Hollande is still alive, and still thinking of running. He has repeatedly been telling the press that we would announce whether he runs in the first two weeks of December. Tic toc… For the first time ever, the two main parties will have held open primaries to designate their presidential candidate. It would also be the first time a sitting president has to go through a primary — closed or open — to obtain the nomination of his party.

Similarly, it will be lost on no one that never has a president who presided over a government of the same political party been reelected (in the current 5th Repubic). François Mitterrand in 1988, and Jacques Chirac in 2002 both ended their terms with a government from a different political side.

Prime Minister Manuel Valls is waiting, blood boiling, for Hollande to decide whether he will run. Valls is the putative legitimate replacement for Hollande, the only real representative of the government that could defend in front of the French the achievements (yes, there are some) of the past five years. The crazy rumor pitting Hollande and Valls against one another, in effect leaving the country with no one visibly in charge for early 2017, is a bit less crazy if you consider that this big-bang scenario is actually what both Hollande and Valls want.

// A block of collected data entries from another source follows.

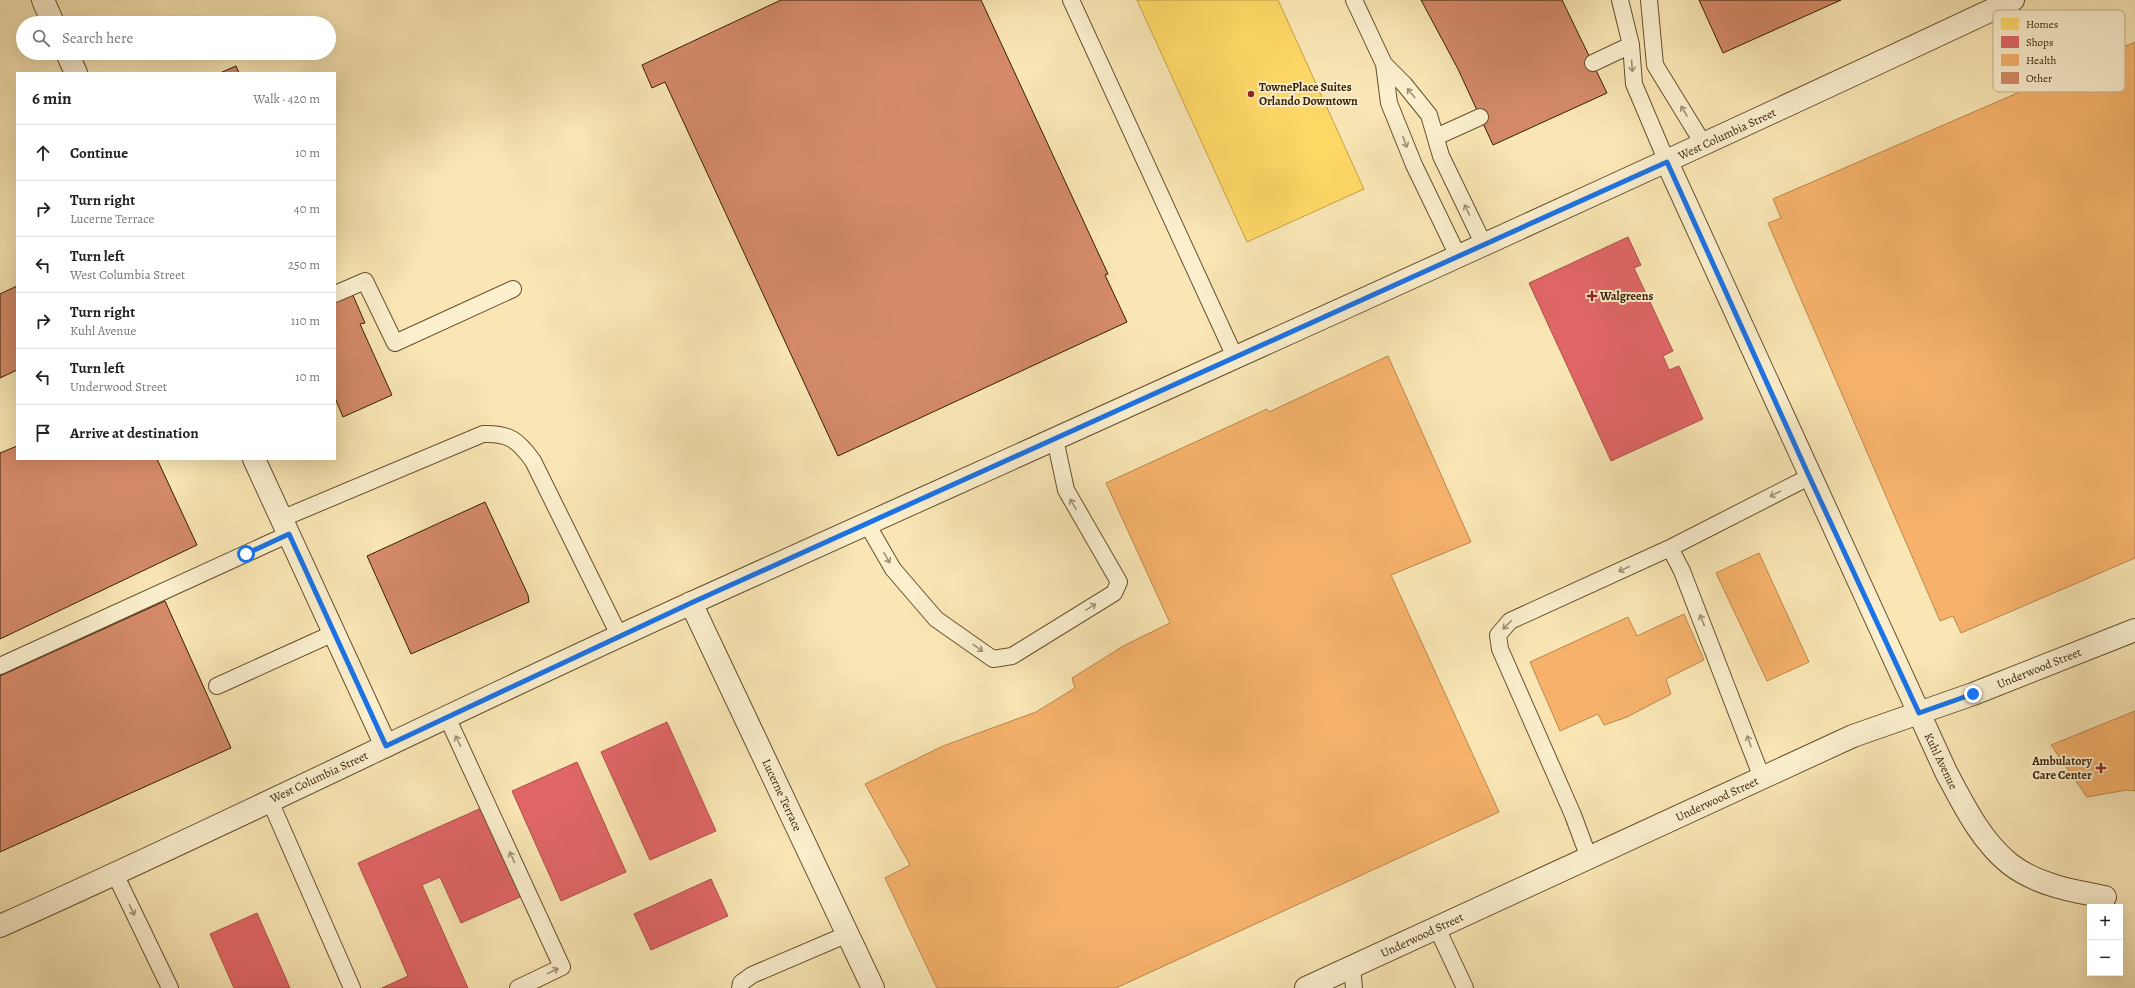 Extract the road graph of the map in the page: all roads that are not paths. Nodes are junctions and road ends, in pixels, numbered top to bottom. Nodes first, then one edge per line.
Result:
1 (42, 0) edge
2 (1071, 0) edge
3 (1354, 0) edge
4 (1620, 0) edge
5 (1649, 0) edge
6 (2012, 0) edge
7 (50, 16) edge
8 (1631, 45) junction
9 (70, 60) edge
10 (1593, 63) dead end
11 (1384, 64) junction
12 (76, 72) edge
13 (1480, 117) dead end
14 (1436, 137) junction
15 (1704, 145) junction
16 (1667, 162) junction
17 (1484, 244) junction
18 (1458, 256) junction
19 (513, 289) dead end
20 (336, 294) edge
21 (1235, 357) junction
22 (1055, 439) junction
23 (254, 460) edge
24 (1809, 476) junction
25 (867, 524) junction
26 (285, 526) junction
27 (1670, 548) junction
28 (691, 603) junction
29 (2135, 630) edge
30 (334, 633) junction
31 (620, 637) junction
32 (0, 666) edge
33 (216, 686) dead end
34 (1919, 713) junction
35 (447, 717) junction
36 (386, 746) junction
37 (1762, 778) junction
38 (270, 801) junction
39 (1589, 858) junction
40 (115, 874) junction
41 (2105, 897) dead end
42 (0, 926) edge
43 (1437, 928) junction
44 (848, 934) junction
45 (1353, 977) edge
46 (170, 988) edge
47 (352, 988) edge
48 (518, 988) edge
49 (740, 988) edge
50 (872, 988) edge
51 (1306, 988) edge
52 (1465, 988) edge

1 - 7 street
2 - 21 lane
3 - 11 lane
4 - 8 lane
15 -> 5 lane
6 - 15 street, West Columbia Street
8 - 10 lane
8 -> 16 lane
9 - 12 street
14 -> 11 lane
11 -> 18 lane
13 - 14 lane
17 -> 14 lane
15 - 16 street, West Columbia Street
16 - 17 street, West Columbia Street
16 - 24 street, Kuhl Avenue
17 - 18 street, West Columbia Street
18 - 21 street, West Columbia Street
19 - 20 lane
21 - 22 street, West Columbia Street
22 - 25 street, West Columbia Street
25 -> 22 lane
23 - 26 street
24 -> 27 lane
24 - 34 street, Kuhl Avenue
25 - 28 street, West Columbia Street
26 - 30 street
26 - 31 lane
26 - 32 lane
37 -> 27 lane
27 -> 39 lane
28 - 31 street, West Columbia Street
28 - 44 street, Lucerne Terrace
29 - 34 street, Underwood Street
30 - 33 lane
30 - 36 street
31 - 35 street, West Columbia Street
34 - 37 street, Underwood Street
34 - 41 street, Kuhl Avenue
35 - 36 street, West Columbia Street
48 -> 35 lane
36 - 38 street, West Columbia Street
37 - 39 street, Underwood Street
38 - 40 street, West Columbia Street
38 - 47 lane
39 - 43 street, Underwood Street
40 - 42 street, West Columbia Street
40 -> 46 lane
43 - 45 street, Underwood Street
43 - 52 lane
44 - 49 lane
44 - 50 street, Lucerne Terrace
45 - 51 street, Underwood Street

Pages 622–626 of the now infamous “Un président ne devrait pas dire ça” book, essentially the result of Hollande spilling his guts to two journalists from Le Monde for a whole of four years, provide some insight on the executive duo’s competing desire to gut and upend the Socialist Party and transform it into an electoral machine that would be able to unify behind one person the “governmental left” (gauche de gouvernement, meaning the Parti Radical de Gauche, the Greens and some of the Macron-curious). The idea that the Socialist Party in its current shape and form is dead is agreed upon by almost all major figures of the party, including its current first secretary. The book relates Hollande’s behind the scenes efforts to encourage Jean-Michel Cambadélis to pull the plug in order to give Hollande his chances to run behind a new, broader platform, and to leave once and for all the sometimes embarrassing heritage of socialism behind.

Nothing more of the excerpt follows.